INFORMATION PROVIDED START
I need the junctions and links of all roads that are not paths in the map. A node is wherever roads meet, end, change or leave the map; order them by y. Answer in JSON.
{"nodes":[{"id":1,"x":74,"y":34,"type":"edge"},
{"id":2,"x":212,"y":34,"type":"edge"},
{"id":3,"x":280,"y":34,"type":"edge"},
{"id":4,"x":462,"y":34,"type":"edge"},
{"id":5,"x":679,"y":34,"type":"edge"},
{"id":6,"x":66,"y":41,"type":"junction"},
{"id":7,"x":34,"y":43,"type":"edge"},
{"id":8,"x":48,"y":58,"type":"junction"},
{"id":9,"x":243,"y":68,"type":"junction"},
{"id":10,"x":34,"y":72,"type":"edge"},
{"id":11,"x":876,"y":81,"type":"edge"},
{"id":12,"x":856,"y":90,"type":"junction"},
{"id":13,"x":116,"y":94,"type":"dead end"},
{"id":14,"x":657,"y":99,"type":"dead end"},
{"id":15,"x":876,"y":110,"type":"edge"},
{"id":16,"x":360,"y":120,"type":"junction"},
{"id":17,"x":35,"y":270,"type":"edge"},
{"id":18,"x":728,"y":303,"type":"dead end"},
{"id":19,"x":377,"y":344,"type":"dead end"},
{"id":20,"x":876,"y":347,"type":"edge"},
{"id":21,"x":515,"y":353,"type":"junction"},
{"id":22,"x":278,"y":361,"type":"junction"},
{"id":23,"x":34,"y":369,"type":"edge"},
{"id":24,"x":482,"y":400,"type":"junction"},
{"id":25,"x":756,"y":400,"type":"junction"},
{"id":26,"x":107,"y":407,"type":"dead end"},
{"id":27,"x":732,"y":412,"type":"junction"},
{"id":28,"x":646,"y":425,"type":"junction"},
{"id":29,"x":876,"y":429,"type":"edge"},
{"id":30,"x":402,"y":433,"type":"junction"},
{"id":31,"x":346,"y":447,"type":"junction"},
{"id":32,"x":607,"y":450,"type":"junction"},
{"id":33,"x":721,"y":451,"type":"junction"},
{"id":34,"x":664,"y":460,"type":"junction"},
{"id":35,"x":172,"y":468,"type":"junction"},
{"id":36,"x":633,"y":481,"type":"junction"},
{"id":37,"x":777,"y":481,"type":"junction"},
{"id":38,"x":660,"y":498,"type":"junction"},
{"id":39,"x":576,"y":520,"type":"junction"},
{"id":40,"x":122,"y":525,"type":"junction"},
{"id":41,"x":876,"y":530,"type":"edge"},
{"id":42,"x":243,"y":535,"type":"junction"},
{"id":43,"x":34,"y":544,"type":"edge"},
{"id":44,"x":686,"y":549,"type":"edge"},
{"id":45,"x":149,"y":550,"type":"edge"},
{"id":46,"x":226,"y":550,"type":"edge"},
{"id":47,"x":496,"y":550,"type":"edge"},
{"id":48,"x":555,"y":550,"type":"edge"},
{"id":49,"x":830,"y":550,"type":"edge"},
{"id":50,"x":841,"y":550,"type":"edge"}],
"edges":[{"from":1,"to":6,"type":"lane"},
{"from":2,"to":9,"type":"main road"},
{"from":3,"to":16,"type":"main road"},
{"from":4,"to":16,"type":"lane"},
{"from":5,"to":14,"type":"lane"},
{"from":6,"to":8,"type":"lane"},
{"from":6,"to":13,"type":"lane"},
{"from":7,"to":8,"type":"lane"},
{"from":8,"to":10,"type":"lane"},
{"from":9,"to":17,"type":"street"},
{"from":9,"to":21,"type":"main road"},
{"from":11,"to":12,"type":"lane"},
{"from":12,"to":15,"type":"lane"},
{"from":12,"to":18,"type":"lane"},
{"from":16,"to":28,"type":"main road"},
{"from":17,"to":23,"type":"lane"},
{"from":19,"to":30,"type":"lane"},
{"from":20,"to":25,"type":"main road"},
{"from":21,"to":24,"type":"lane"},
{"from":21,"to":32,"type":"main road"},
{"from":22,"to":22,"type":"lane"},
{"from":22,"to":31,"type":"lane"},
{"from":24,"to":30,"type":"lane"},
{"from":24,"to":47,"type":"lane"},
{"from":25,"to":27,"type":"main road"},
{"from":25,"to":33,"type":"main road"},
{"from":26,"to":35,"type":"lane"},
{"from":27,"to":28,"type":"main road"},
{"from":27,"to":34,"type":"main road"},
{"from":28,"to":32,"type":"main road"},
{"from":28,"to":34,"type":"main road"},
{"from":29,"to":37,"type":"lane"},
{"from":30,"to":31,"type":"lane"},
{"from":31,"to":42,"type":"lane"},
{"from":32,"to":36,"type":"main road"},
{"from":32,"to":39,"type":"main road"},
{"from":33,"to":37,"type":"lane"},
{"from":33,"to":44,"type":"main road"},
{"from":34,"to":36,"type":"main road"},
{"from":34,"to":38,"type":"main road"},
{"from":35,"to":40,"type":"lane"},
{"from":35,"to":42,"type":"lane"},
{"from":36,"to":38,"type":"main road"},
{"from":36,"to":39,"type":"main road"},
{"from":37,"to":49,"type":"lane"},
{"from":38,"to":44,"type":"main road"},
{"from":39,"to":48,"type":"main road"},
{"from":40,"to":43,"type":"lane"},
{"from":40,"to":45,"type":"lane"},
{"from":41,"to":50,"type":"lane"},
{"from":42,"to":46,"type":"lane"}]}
INFORMATION PROVIDED END
◆ EXERCISE DESCRIPTION ◆
Your answer should repeat every entry exactly.

◆ RESPONSE AREA ◆
I need the junctions and links of all roads that are not paths in the map. A node is wherever roads meet, end, change or leave the map; order them by y. Answer in JSON.
{"nodes":[{"id":1,"x":74,"y":34,"type":"edge"},
{"id":2,"x":212,"y":34,"type":"edge"},
{"id":3,"x":280,"y":34,"type":"edge"},
{"id":4,"x":462,"y":34,"type":"edge"},
{"id":5,"x":679,"y":34,"type":"edge"},
{"id":6,"x":66,"y":41,"type":"junction"},
{"id":7,"x":34,"y":43,"type":"edge"},
{"id":8,"x":48,"y":58,"type":"junction"},
{"id":9,"x":243,"y":68,"type":"junction"},
{"id":10,"x":34,"y":72,"type":"edge"},
{"id":11,"x":876,"y":81,"type":"edge"},
{"id":12,"x":856,"y":90,"type":"junction"},
{"id":13,"x":116,"y":94,"type":"dead end"},
{"id":14,"x":657,"y":99,"type":"dead end"},
{"id":15,"x":876,"y":110,"type":"edge"},
{"id":16,"x":360,"y":120,"type":"junction"},
{"id":17,"x":35,"y":270,"type":"edge"},
{"id":18,"x":728,"y":303,"type":"dead end"},
{"id":19,"x":377,"y":344,"type":"dead end"},
{"id":20,"x":876,"y":347,"type":"edge"},
{"id":21,"x":515,"y":353,"type":"junction"},
{"id":22,"x":278,"y":361,"type":"junction"},
{"id":23,"x":34,"y":369,"type":"edge"},
{"id":24,"x":482,"y":400,"type":"junction"},
{"id":25,"x":756,"y":400,"type":"junction"},
{"id":26,"x":107,"y":407,"type":"dead end"},
{"id":27,"x":732,"y":412,"type":"junction"},
{"id":28,"x":646,"y":425,"type":"junction"},
{"id":29,"x":876,"y":429,"type":"edge"},
{"id":30,"x":402,"y":433,"type":"junction"},
{"id":31,"x":346,"y":447,"type":"junction"},
{"id":32,"x":607,"y":450,"type":"junction"},
{"id":33,"x":721,"y":451,"type":"junction"},
{"id":34,"x":664,"y":460,"type":"junction"},
{"id":35,"x":172,"y":468,"type":"junction"},
{"id":36,"x":633,"y":481,"type":"junction"},
{"id":37,"x":777,"y":481,"type":"junction"},
{"id":38,"x":660,"y":498,"type":"junction"},
{"id":39,"x":576,"y":520,"type":"junction"},
{"id":40,"x":122,"y":525,"type":"junction"},
{"id":41,"x":876,"y":530,"type":"edge"},
{"id":42,"x":243,"y":535,"type":"junction"},
{"id":43,"x":34,"y":544,"type":"edge"},
{"id":44,"x":686,"y":549,"type":"edge"},
{"id":45,"x":149,"y":550,"type":"edge"},
{"id":46,"x":226,"y":550,"type":"edge"},
{"id":47,"x":496,"y":550,"type":"edge"},
{"id":48,"x":555,"y":550,"type":"edge"},
{"id":49,"x":830,"y":550,"type":"edge"},
{"id":50,"x":841,"y":550,"type":"edge"}],
"edges":[{"from":1,"to":6,"type":"lane"},
{"from":2,"to":9,"type":"main road"},
{"from":3,"to":16,"type":"main road"},
{"from":4,"to":16,"type":"lane"},
{"from":5,"to":14,"type":"lane"},
{"from":6,"to":8,"type":"lane"},
{"from":6,"to":13,"type":"lane"},
{"from":7,"to":8,"type":"lane"},
{"from":8,"to":10,"type":"lane"},
{"from":9,"to":17,"type":"street"},
{"from":9,"to":21,"type":"main road"},
{"from":11,"to":12,"type":"lane"},
{"from":12,"to":15,"type":"lane"},
{"from":12,"to":18,"type":"lane"},
{"from":16,"to":28,"type":"main road"},
{"from":17,"to":23,"type":"lane"},
{"from":19,"to":30,"type":"lane"},
{"from":20,"to":25,"type":"main road"},
{"from":21,"to":24,"type":"lane"},
{"from":21,"to":32,"type":"main road"},
{"from":22,"to":22,"type":"lane"},
{"from":22,"to":31,"type":"lane"},
{"from":24,"to":30,"type":"lane"},
{"from":24,"to":47,"type":"lane"},
{"from":25,"to":27,"type":"main road"},
{"from":25,"to":33,"type":"main road"},
{"from":26,"to":35,"type":"lane"},
{"from":27,"to":28,"type":"main road"},
{"from":27,"to":34,"type":"main road"},
{"from":28,"to":32,"type":"main road"},
{"from":28,"to":34,"type":"main road"},
{"from":29,"to":37,"type":"lane"},
{"from":30,"to":31,"type":"lane"},
{"from":31,"to":42,"type":"lane"},
{"from":32,"to":36,"type":"main road"},
{"from":32,"to":39,"type":"main road"},
{"from":33,"to":37,"type":"lane"},
{"from":33,"to":44,"type":"main road"},
{"from":34,"to":36,"type":"main road"},
{"from":34,"to":38,"type":"main road"},
{"from":35,"to":40,"type":"lane"},
{"from":35,"to":42,"type":"lane"},
{"from":36,"to":38,"type":"main road"},
{"from":36,"to":39,"type":"main road"},
{"from":37,"to":49,"type":"lane"},
{"from":38,"to":44,"type":"main road"},
{"from":39,"to":48,"type":"main road"},
{"from":40,"to":43,"type":"lane"},
{"from":40,"to":45,"type":"lane"},
{"from":41,"to":50,"type":"lane"},
{"from":42,"to":46,"type":"lane"}]}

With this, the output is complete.